El Tribunal de Faltas sigue saturado

Con frecuencia, se amontonan entre 50 y 60 personas en las dependencias de Blandengues al 100 para realizar diferentes trámites. El aumento de las infracciones de tránsito es uno de los motivos de la mayor concurrencia. Según el juez Ricardo Germani se necesitan cambios para una mejor atención.
El Juzgado de Faltas Nº 1, ubicado en Blandengues 152, está colapsado. Lo sostuvo tiempo atrás su titular, el juez de Faltas Ricardo Germani, y lo sufren decenas de bahienses que cada mañana colman el lugar para asistir a una audiencia, realizar una consulta o pagar sus multas.

Dentro de la vieja casona donde funciona la dependencia municipal el aire está viciado, es casi irrespirable. Entre 50 y 60 personas se amontonan esperando ser atendidas, mientras que en la sala destinada para esa larga espera sólo existen dos bancos de madera.

Las demoras más comunes para concretar una audiencia son de una o dos horas, aunque en algunos casos los trámites posteriores suelen elevar esa cantidad a cinco o más.

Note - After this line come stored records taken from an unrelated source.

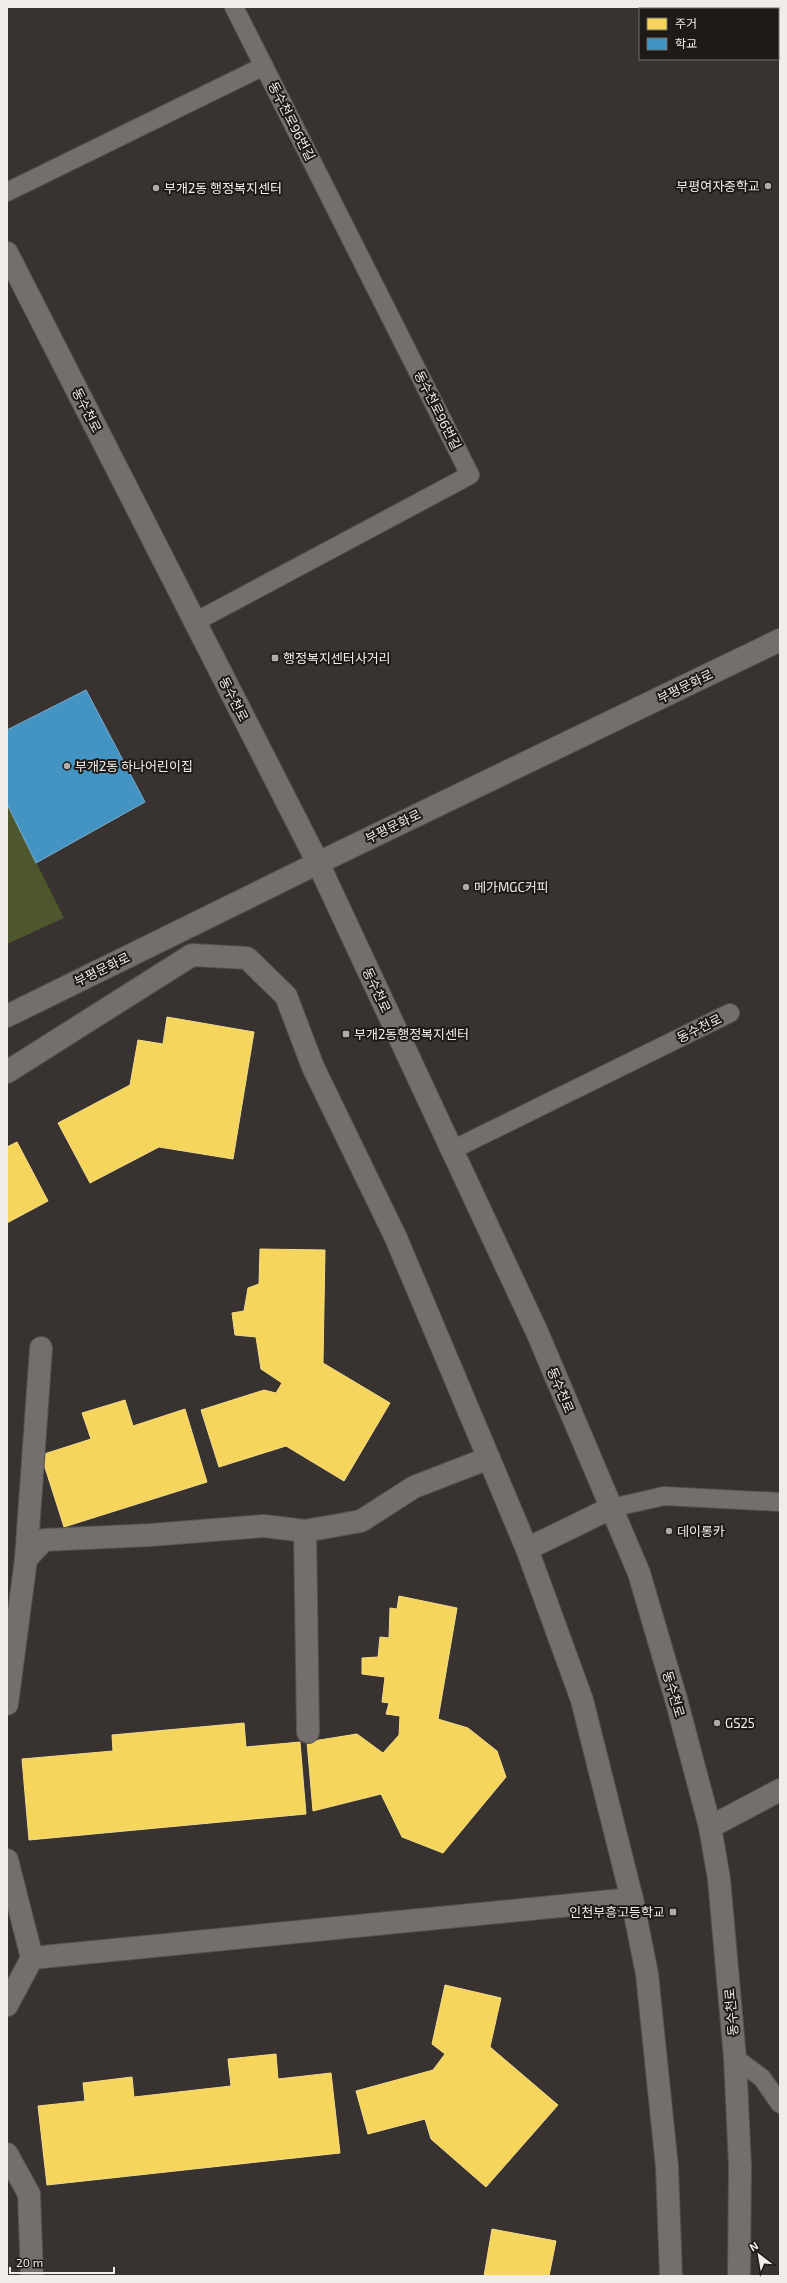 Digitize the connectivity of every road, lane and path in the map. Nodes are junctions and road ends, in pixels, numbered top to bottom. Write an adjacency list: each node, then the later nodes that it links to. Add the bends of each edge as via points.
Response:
1 (234, 7): 2 (lane, 동수천로96번길)
2 (264, 66): 3 (lane, 동수천로96번길); 5 (lane, 동수천로96번길, via 470,475)
3 (7, 192)
4 (10, 264): 5 (street, 동수천로)
5 (195, 622): 7 (street, 동수천로)
6 (780, 640): 7 (street, 부평문화로)
7 (318, 863): 9 (street, 부평문화로); 11 (street, 동수천로)
8 (730, 1013): 11 (lane, 동수천로)
9 (7, 1016)
10 (7, 1072): 13 (street, via 192,955 247,958 286,996 313,1067 396,1238)
11 (452, 1150): 15 (street, 동수천로, via 536,1332)
12 (41, 1348): 18 (street)
13 (489, 1458): 16 (street, via 414,1487 362,1520); 17 (street)
14 (780, 1502): 15 (lane, via 664,1496)
15 (611, 1508): 17 (street); 22 (street, 동수천로, via 639,1573)
16 (305, 1531): 18 (street, via 264,1526 44,1540); 20 (street)
17 (527, 1549): 24 (street, via 582,1700)
18 (26, 1560): 19 (street)
19 (7, 1704)
20 (308, 1732)
21 (780, 1790): 22 (street)
22 (710, 1827): 27 (street, 동수천로, via 719,1879)
23 (7, 1860): 25 (street)
24 (632, 1899): 25 (street); 31 (street, via 647,1974 667,2167)
25 (32, 1958): 26 (street)
26 (7, 2006)
27 (735, 2058): 28 (lane, via 762,2078); 32 (street, 동수천로, via 740,2166)
28 (780, 2104)
29 (7, 2154): 30 (street, via 29,2194)
30 (32, 2276)
31 (670, 2276)
32 (739, 2276)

En el ambiente se percibe el malhumor. La falta de ventiladores o equipos de aire acondicionado, sumada a la carencia de ventanas que permitan el ingreso de aire o luz solar, ofrecen una sensación de ahogo y encierro.

Ana Schawz es una mujer de unos 60 años que llora de impotencia en un rincón de la sala de espera. Dice que le secuestraron la moto al marido por tener vencido el seguro contra terceros y que además tiene varias multas impagas por haberla estacionado en la vereda.

--¿Cuántas horas lleva esperando?

--Hoy unas cuatro, pero hace varios días que tengo que venir todas las mañanas para solucionar el problema, aunque todavía tengo la moto secuestrada y espero una resolución del juez --explica entre lágrimas--. El problema se agrava porque tengo una discapacidad que no me permite estar parada mucho tiempo. Además tengo claustrofobia y este espacio sin ventanas me genera una sensación bastante desagradable.

A su lado, una mujer de poco más de 30 confiesa haber perdido toda la mañana.

--Hubo una larga espera para ingresar a la audiencia, pero encima después tuve que ir a imprimir unas fotos para demostrar que las infracciones que me labraron eran incorrectas --dice, demostrando su malestar.

Y las historias siguen más allá.

--Usted...

--¿Nota para el diario? Ni se te ocurra, tuve que escaparme del trabajo para ver si llegaba a la audiencia, pero hay demasiada gente y me voy a tener que ir --cuenta un cuarentón con motivos justificados para no dar a conocer su nombre.

En el lugar siempre existe una guardia policial, porque además de la incomodidad que se percibe, el malhumor es un estado de ánimo en permanente ebullición.

--¿Se generan muchos conflictos?

--Sí, la gente se enoja bastante por tener que esperar e incluso donde uno levanta la voz todos comienzan a quejarse --detalla la mujer policía encargada de mantener el orden.

Sin mejoras. Según testimonios realizados en mayo por Germani, la dependencia municipal necesitaría incrementar la cantidad de empleados en un 30% para poder cubrir la demanda de manera eficiente, pero a cuatro meses de aquellas declaraciones el panorama es similar.

El juzgado ocupa a 36 personas, de las cuales 7 están dedicadas en forma exclusiva a la parte jurídica, pero a criterio de Germani el plantel se debería ampliar cuanto menos con otras 12, algunas con conocimiento específicos y otras para atender tareas administrativas.

"Además el lugar nos quedó chico. Habría que hacer algunas refacciones en el espacio como para poder atender de mejor manera a la gente o directamente mudarnos, pero hasta el momento no tenemos novedades en ese sentido a pesar de que planteamos la cuestión al municipio", dice.

El colapso que se percibe en el lugar se debe en buena medida al incremento de infracciones detectadas por inspectores de tránsito.

"Por cada 30 inspectores que se tomen en el CUIM (Cuerpo Unico de Inspectores Municipales) se deberían incorporar 5 personas en el juzgado, debido a que cada acta labrada genera una causa que debe resolverse mediante audiencias o expedientes administrativos. Mientras tanto, con la misma planta de empleados de siempre se debe atender hasta el 50% más de expedientes cada semana, teniendo en cuenta que se labran unas mil infracciones semanales", señala.

"Feroz". El juez Germani reconoce que los equipos con los que cuenta son obsoletos, a la vez que admite la ausencia de ventiladores o un equipo de aire acondicionado. "Ahora que vienen los meses calurosos y la gente se amontona resulta mucho más complicado el trato, porque les molesta tener que esperar o pasar calor. La realidad es que el trabajo acá resulta feroz, con audiencias permanentes, cobro de multas y otro tanto de causas, más allá del tránsito, que requieren mucha atención y dedicación".